An Introduction to the TEI and the TEI Consortium

Edward Vanhoutte


For the benefit of the readers and the authors of this special issue on electronic scholarly editing, this short article introduces the Text Encoding Initiative (TEI) and the TEI Consortium (TEI-C), which are mentioned and referred to throughout this issue and provides many useful suggestions for further reading.

1. Representation of data

Since in 1949 Father Roberto Busa S.J. began his work on the Index Thomisticus, a lemmatized concordance to the works of Thomas Aquinas, the first volume of which only appeared in 1973 (Busa, [1965]; 1976, 1997), numerous theories, tools, and techniques have been developed that concentrate respectively on digitization, imaging, and OCR for capturing and inputting data; concordance making, sorting, text retrieval, lemmatizing, collation, statistical analysis, stylometry, and stemma (re)construction for analysing text; and typesetting, visualization, hypertext, and distribution/interchange for the publication of electronic texts. An extensive treatment of the functionality and history of each and all of these is beyond the scope of this short article—a history which can be reconstructed from Susan Hockey's latest book Electronic Texts in the Humanities (2000), which gives an overview of the methodologies and principles that govern humanities computing, and the tools and techniques used. In what follows I will concentrate on the logical culmination of all three of these evolutions (input, analysis, and output) in the creation of a uniform system for text encoding and interchange.

Since the earliest uses of computers and computing techniques in the humanities, projects had to look for systems that could provide representations of data which the computer could process. Since, as Michael Sperberg-McQueen in a seminal article in 1991 formulated crisply:

Computers can contain and operate on patterns of electronic charges, but they cannot contain numbers, which are abstract mathematical objects not electronic charges, nor texts, which are complex, abstract cultural and linguistic objects. (p. 34)

Until the 1980s, every scholar, project, software package, or research group more or less devised its own system of representation which was either structural or typographic in its approach.[1] This of course resulted in a series of proprietary encoding schemes, the functionality of which most often could not transcend the boundaries of the project or tool it had been created for. The call for reusability, interchange, system- and software-independence, portability, and collaboration in the humanities was answered by the advent of the Standard Generalized Markup Language (SGML) which became an ISO standard in 1986 (ISO 8879:1986) (Goldfarb, 1990).

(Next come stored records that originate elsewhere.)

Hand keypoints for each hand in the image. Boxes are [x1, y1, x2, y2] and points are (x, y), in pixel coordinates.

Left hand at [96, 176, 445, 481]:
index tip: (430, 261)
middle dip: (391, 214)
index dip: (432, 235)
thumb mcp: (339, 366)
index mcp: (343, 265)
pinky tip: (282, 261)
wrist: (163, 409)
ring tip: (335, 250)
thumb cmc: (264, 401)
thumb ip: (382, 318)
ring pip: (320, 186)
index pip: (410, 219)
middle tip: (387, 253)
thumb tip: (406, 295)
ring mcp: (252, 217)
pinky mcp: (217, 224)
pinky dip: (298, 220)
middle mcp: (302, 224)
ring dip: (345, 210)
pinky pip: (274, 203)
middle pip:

SGML is not in itself a markup scheme, but a methodology that enables the creation of such schemes. Based on IBM's Document Composition Facility Generalized Markup Language, SGML was developed mainly by Charles Goldfarb to become a metalanguage for the description of markup schemes that satisfied at least seven requirements for an encoding standard:[2]

  1. The requirement of comprehensiveness;
  2. The requirement of simplicity;
  3. The requirement that documents be processable by software of moderate complexity;
  4. The requirement that the standard not be dependent on any particular characteristic set or text-entry devise;
  5. The requirement that the standard not be geared to any particular analytic program or printing system;
  6. The requirement that the standard should describe text in editable form; and
  7. The requirement that the standard allow the interchange of encoded texts across communication networks.

Such a markup scheme was exactly what the humanities were looking for in their quest for an encoding standard for the preparation and interchange of electronic texts for scholarly research.

2. From P1 to P4

Shortly after the SGML standard was published, a diverse group of 32 humanities computing scholars met at Vassar College in Poughkeepsie, New York (11-12 November, 1987) and agreed on a set of methodological principles—the so called Poughkeepsie Principles—which formed the basis for the Text Encoding Initiative (TEI).[3] The TEI soon came to adopt SGML as its basis because it was believed that SGML offered a better foundation for research oriented text encoding than other schemes.[4] The first public proposal for the TEI Guidelines was published in 1990 as P1 (for Proposal 1). The further development of the TEI Guidelines was done in four Working Committees and 17 Working Groups, one of which was the working group on Text Criticism (TR2) chaired by Peter Robinson,[5] and another one on Manuscripts and Codicology (TR9) chaired by Claus Huitfeldt.[6] The TEI community took these guidelines through several rounds of testing, debates, and revisions, to the monumental P3 Guidelines for Electronic Text Encoding and Interchange, which was first published in 1994 as a 1,292 page documentation of the definitive guidelines. The Guidelines define some 600 elements which can be used for the encoding of

texts in any natural language, of any date, in any literary genre or text type, without restriction on form or content. They treat both continuous materials ('running text') and discontinuous materials such as dictionaries and linguistic corpora (Chapter 1 of the TEI Guidelines).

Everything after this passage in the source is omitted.